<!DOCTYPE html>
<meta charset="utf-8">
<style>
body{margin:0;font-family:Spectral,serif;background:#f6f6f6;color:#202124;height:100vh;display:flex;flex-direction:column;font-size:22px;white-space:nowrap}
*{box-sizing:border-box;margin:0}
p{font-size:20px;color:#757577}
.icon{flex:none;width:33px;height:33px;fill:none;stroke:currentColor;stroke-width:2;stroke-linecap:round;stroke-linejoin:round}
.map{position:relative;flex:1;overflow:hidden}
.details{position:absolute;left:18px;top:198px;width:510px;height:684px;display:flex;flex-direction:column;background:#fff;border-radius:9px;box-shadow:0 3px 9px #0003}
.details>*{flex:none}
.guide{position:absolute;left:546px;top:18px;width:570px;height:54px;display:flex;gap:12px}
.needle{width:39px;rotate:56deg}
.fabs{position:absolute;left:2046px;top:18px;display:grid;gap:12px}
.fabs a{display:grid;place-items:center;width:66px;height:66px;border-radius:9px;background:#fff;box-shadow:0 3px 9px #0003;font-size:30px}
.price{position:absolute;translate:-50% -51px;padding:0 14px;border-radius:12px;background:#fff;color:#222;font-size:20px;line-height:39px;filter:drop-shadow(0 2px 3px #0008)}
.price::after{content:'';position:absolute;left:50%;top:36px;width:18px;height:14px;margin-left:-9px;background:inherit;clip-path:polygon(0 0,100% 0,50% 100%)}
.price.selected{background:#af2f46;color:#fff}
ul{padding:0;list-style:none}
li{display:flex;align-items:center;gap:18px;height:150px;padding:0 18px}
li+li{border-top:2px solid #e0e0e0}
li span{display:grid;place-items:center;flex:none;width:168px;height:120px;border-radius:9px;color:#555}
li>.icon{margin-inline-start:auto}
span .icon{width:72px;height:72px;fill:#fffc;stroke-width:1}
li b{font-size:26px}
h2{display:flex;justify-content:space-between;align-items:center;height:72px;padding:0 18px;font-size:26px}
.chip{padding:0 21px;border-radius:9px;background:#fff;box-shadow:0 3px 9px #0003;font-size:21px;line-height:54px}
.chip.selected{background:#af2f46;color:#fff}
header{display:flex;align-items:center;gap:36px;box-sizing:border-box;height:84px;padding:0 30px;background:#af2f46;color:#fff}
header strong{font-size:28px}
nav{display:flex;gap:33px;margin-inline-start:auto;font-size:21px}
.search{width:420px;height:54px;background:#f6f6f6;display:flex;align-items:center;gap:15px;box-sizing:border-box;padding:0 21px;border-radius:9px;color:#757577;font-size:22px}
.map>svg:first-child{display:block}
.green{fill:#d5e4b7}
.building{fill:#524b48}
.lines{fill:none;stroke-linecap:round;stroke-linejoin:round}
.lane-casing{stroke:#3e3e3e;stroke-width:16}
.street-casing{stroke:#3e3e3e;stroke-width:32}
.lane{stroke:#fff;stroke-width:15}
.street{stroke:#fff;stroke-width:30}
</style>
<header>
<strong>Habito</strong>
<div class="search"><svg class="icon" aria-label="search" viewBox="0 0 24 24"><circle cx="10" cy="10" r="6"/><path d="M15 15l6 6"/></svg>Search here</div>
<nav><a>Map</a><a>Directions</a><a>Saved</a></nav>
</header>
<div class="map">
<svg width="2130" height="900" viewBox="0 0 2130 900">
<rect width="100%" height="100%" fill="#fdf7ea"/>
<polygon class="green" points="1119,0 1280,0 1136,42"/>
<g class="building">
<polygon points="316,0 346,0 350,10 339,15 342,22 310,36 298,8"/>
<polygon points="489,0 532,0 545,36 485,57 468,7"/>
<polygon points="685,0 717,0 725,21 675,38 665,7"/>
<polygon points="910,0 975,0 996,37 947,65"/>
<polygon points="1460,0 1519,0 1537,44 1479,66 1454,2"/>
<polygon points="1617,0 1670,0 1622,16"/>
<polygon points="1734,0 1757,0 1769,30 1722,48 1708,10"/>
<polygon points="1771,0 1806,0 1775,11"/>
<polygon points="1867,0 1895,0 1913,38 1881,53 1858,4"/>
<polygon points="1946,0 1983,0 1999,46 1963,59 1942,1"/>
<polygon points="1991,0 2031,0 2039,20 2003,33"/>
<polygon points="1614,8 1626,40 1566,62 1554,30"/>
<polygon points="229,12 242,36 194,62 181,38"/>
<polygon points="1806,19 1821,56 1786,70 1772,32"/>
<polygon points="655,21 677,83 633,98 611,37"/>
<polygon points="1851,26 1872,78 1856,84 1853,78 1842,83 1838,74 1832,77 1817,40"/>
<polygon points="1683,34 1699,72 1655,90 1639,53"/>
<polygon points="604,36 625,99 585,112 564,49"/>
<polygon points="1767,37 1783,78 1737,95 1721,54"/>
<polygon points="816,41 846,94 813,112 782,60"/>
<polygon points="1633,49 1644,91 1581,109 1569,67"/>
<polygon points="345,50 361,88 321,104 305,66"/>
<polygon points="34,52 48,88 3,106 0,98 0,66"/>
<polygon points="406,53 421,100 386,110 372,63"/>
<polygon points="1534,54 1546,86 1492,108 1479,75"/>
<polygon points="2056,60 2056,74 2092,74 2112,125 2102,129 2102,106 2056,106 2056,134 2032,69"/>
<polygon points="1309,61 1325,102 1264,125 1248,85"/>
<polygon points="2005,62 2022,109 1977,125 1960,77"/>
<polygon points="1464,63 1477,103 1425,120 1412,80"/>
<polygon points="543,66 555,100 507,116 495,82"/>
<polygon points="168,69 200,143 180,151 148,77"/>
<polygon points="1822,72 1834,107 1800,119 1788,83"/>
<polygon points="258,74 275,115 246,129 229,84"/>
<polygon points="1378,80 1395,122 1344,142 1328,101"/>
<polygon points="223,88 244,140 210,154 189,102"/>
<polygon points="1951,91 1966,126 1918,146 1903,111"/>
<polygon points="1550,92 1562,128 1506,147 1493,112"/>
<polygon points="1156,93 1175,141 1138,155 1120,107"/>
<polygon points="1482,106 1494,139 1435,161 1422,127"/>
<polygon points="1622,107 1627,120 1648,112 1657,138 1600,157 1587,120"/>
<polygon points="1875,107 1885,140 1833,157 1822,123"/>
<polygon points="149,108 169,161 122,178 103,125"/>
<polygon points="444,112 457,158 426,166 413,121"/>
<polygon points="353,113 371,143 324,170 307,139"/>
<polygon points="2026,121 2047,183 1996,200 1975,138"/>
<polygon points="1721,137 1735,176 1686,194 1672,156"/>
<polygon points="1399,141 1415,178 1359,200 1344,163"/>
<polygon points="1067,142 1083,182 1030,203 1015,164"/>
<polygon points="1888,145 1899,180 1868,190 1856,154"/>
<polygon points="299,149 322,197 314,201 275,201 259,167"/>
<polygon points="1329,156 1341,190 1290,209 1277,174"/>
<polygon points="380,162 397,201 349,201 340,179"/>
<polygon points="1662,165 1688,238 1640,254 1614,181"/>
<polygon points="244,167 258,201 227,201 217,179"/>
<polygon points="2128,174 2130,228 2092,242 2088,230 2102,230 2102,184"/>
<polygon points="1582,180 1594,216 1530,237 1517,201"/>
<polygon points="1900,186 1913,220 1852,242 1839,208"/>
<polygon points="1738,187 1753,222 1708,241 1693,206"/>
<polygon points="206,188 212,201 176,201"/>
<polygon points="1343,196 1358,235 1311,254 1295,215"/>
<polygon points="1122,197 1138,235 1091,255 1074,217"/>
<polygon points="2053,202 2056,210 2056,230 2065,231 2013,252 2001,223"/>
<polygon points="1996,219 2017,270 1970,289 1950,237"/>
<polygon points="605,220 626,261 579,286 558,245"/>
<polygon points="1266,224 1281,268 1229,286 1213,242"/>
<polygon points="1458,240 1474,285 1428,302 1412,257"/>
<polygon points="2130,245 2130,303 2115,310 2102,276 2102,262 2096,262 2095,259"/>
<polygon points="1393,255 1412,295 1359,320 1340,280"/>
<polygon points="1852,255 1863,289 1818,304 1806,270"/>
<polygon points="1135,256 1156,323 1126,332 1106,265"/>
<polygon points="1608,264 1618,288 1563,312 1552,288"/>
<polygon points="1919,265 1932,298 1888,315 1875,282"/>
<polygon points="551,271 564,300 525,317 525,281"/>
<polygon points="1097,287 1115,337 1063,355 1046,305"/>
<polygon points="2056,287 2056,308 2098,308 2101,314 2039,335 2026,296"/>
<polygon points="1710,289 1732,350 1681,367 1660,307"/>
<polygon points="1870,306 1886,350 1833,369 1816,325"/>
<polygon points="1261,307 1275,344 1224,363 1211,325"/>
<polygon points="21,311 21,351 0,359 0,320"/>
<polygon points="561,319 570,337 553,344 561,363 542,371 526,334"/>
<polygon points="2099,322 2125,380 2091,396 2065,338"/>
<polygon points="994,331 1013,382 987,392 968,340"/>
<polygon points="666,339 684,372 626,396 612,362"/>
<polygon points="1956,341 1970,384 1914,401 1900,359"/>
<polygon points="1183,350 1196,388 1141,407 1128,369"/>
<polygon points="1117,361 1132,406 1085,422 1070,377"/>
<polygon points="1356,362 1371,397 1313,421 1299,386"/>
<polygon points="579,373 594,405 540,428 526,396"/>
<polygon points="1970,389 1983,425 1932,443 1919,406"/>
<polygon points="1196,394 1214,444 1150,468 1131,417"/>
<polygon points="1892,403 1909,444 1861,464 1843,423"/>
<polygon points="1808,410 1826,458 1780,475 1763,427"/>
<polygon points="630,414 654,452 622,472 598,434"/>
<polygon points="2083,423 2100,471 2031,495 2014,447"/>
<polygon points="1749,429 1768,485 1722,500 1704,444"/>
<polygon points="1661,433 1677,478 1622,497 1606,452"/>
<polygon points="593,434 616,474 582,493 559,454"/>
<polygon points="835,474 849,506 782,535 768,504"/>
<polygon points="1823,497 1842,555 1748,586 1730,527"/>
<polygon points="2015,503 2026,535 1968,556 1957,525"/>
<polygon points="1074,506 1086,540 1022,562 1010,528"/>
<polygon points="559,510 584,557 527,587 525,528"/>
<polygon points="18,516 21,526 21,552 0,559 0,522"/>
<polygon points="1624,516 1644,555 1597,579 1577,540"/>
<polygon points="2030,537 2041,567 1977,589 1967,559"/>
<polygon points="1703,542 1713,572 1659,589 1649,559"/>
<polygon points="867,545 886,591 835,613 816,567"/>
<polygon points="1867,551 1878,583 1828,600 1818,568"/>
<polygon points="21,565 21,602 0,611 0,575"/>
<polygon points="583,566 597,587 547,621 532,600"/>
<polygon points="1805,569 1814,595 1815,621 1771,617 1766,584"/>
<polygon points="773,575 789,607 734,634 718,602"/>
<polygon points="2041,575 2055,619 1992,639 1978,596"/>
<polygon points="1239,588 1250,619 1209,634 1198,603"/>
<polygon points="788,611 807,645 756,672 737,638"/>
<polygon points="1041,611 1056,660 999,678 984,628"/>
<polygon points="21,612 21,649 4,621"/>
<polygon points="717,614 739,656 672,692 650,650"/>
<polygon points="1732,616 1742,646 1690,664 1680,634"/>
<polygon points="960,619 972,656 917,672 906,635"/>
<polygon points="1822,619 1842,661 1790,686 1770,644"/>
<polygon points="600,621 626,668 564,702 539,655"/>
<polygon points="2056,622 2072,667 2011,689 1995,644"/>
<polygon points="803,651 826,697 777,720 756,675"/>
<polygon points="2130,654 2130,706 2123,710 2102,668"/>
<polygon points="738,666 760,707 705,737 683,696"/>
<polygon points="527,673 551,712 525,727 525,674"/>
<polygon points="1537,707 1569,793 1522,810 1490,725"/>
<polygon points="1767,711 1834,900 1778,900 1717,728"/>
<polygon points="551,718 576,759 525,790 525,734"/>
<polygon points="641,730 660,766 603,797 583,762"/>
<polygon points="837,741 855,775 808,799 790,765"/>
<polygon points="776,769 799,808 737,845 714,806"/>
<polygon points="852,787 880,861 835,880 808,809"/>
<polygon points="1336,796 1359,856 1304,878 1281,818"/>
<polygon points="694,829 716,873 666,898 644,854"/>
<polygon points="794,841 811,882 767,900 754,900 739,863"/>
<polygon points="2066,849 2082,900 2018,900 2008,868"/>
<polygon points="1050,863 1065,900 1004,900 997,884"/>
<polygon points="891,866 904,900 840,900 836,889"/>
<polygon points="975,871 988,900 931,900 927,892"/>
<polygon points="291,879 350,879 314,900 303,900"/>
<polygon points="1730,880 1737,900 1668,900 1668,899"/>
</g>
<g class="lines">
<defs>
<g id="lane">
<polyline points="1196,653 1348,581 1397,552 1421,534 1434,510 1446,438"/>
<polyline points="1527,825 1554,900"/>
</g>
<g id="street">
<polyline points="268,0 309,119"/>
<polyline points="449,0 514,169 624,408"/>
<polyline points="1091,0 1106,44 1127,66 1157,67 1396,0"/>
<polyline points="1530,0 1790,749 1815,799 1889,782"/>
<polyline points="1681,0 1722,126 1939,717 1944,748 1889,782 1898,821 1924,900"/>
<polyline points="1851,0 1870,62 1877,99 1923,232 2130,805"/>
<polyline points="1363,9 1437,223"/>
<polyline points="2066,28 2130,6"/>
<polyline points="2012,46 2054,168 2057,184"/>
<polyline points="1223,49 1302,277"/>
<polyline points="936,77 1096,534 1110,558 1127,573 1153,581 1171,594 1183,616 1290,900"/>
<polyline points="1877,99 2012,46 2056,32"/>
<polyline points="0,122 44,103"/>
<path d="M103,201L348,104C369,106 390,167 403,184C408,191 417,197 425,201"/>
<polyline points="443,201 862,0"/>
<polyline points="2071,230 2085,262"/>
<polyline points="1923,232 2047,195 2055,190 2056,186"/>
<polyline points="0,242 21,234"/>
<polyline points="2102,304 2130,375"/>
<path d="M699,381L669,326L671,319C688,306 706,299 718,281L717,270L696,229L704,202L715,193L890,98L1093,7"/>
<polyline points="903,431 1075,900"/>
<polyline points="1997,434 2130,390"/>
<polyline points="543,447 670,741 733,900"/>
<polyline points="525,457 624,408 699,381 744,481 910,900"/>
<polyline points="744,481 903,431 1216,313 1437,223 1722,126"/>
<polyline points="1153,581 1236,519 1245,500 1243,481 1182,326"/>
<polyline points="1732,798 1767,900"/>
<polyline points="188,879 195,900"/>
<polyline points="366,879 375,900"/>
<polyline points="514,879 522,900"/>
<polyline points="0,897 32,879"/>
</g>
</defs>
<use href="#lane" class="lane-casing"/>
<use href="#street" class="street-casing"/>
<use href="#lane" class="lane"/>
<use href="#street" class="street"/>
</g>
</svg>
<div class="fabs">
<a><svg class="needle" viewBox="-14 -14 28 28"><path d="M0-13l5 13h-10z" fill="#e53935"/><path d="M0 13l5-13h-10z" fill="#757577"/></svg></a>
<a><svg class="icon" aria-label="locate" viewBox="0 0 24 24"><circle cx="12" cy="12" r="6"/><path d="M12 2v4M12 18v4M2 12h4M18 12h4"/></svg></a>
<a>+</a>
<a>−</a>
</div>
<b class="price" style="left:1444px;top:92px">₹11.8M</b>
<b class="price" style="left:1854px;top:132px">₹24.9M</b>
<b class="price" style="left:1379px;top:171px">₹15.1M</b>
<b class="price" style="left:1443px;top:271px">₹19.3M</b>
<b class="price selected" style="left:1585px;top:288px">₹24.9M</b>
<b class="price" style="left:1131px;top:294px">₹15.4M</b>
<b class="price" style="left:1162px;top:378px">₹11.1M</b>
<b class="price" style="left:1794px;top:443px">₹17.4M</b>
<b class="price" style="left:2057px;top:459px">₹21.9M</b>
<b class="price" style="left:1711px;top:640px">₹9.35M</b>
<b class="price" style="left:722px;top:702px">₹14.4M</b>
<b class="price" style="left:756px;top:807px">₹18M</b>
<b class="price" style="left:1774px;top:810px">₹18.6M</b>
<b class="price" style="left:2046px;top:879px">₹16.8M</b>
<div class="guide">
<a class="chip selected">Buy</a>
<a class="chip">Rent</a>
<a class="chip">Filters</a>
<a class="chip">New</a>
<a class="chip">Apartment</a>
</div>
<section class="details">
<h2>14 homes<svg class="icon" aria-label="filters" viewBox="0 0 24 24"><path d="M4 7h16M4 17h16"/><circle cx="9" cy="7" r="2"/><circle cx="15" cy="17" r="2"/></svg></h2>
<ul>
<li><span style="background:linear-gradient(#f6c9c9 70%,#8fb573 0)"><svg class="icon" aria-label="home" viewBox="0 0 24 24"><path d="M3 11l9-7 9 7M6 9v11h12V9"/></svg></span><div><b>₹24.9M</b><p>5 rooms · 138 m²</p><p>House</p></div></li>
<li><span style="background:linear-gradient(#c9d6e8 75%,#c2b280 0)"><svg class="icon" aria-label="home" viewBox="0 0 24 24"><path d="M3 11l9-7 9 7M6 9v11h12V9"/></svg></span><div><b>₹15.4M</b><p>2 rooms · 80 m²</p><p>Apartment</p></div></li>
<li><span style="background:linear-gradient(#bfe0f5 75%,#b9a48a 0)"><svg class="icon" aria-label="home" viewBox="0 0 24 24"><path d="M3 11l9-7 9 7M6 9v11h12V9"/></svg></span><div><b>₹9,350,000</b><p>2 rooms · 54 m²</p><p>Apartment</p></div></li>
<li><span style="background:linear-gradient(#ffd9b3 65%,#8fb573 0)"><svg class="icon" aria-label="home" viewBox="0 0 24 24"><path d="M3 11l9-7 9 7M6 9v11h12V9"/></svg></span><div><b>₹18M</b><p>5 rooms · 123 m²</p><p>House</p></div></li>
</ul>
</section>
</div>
☆ ☆ ☆ ☆
Problem to work on:
Show every line of the data that includes the string "stroke".

Output:
.icon{flex:none;width:33px;height:33px;fill:none;stroke:currentColor;stroke-width:2;stroke-linecap:round;stroke-linejoin:round}
span .icon{width:72px;height:72px;fill:#fffc;stroke-width:1}
.lines{fill:none;stroke-linecap:round;stroke-linejoin:round}
.lane-casing{stroke:#3e3e3e;stroke-width:16}
.street-casing{stroke:#3e3e3e;stroke-width:32}
.lane{stroke:#fff;stroke-width:15}
.street{stroke:#fff;stroke-width:30}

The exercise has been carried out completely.